When he woke up at a clinic, Hadi said volunteers attempted to straighten his leg. On the car ride to his family’s home, he said he felt terrible pain from his leg jostling on the bumpy trip. He would later have a rod and screws put into his leg.
After moving from city to city, the family finally applied to get passports to leave Syria, but Lana wouldn’t be able to get one without her missing birth certificate. A passport employee offered them a ride to the border, where the family joined a refugee camp in Jordan. Hadi’s aunt in Jordan later sponsored the family.
“His thinking was at that time that he’d rather go back to Syria. He was hoping that one year or a few months and he will go back,” Muhanna said.
But Mohamad, who was born with spina bifida, a birth defect affecting the backbone, was beginning to get worse.
“When the opportunity comes to the United States, I know it’s the best medicine in the world,” Hadi said. “Maybe if I go there, my son will have opportunity to be better.”
Dr. Jim Froehlich, a member of Westminster, said the treatments for Mohamad have been covered under Medicaid. After a surgery this month, the concern is now for the boy’s legs.
“His feet have sort of contracted, and it almost looks like clubbing,” Froehlich said, adding that physical therapy is needed to correct the situation without surgery.
At news of the United States’ airstrike on Syria earlier this month, the family said they were glad to see a world power intervening.
“They were happy, because something needs to be done,” Muhanna said.
Beth Kendall, who is the “Good Neighbor” program coordinator at Westminster, said the World Relief process began in November 2015 with a number of local churches taking part.
“In general, all of the churches there were thinking this is a place for the church to respond with compassion to people who are running for their lives,” Kendall said.
Three churches moved forward in the process, with members of the congregations taking training classes on the issues facing refugees.
After arriving in Gainesville, Hadi Alhawari and his family faced issues finding transportation and employment. Mohamad needed medical attention, which requires someone to drive the family to and from Children’s Healthcare of Atlanta.
Members of the church helped furnish the family’s apartment and assist with meals.
“The reason World Relief brought these families here was because there are so many chicken plant jobs, and there are busloads of refugees coming out of Atlanta every morning at the crack of dawn to work in chicken plants,” Kendall said.
Having the family in Gainesville would eliminate the commute, but the 10-to-12-hour shift at the chicken plant was not feasible for Hadi.
“Hadi’s injuries prevent him from working on his feet in a cold environment — which it has to be in the chicken plant — for those kinds of hours,” Kendall said.
Hadi and Rania also need transportation to the thrice-weekly English lessons at the Lanier Technical College center downtown.
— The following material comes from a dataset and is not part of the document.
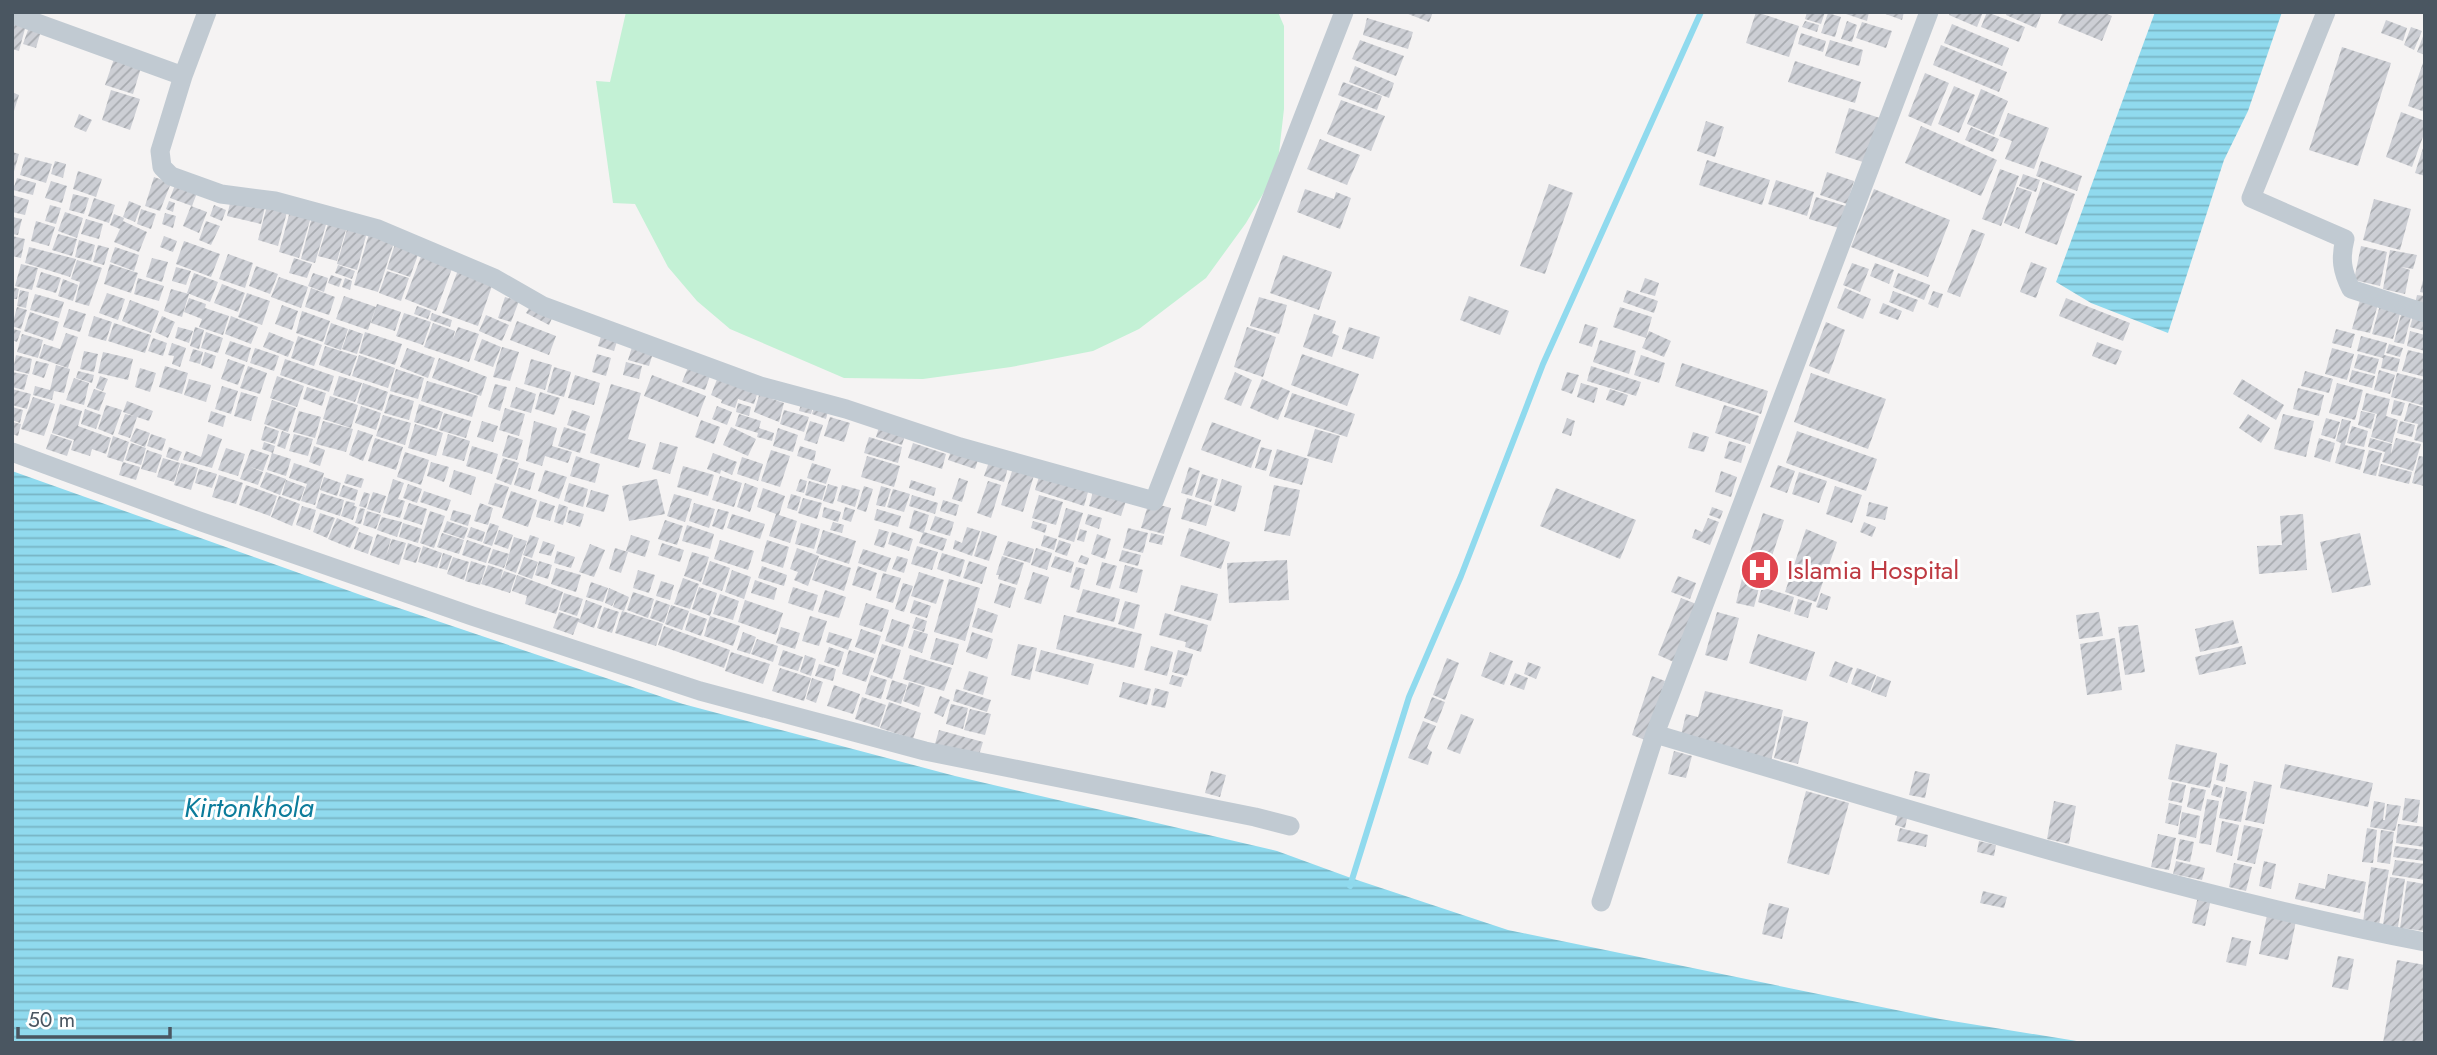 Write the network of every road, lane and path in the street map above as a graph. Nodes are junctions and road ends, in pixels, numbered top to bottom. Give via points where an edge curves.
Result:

Hadi is illiterate in Arabic, though Rania can read and write in their native language.
Members of the church have taken Hadi to every place of employment within walking distance to see what would be available.
“Almost all of those places have said we really need at least a first-grade level of English to have somebody,” Kendall said.
In the meantime, Kendall said Hadi has been developing his woodworking skills.
The family is considering moving to Atlanta, as Mohamad will need physical therapy three times a week and possibly undergo more surgeries.
“When they bring people here, they should tell them this is the language. If you don’t know the language, you cannot survive. If you don’t drive, you cannot survive,” Rania said.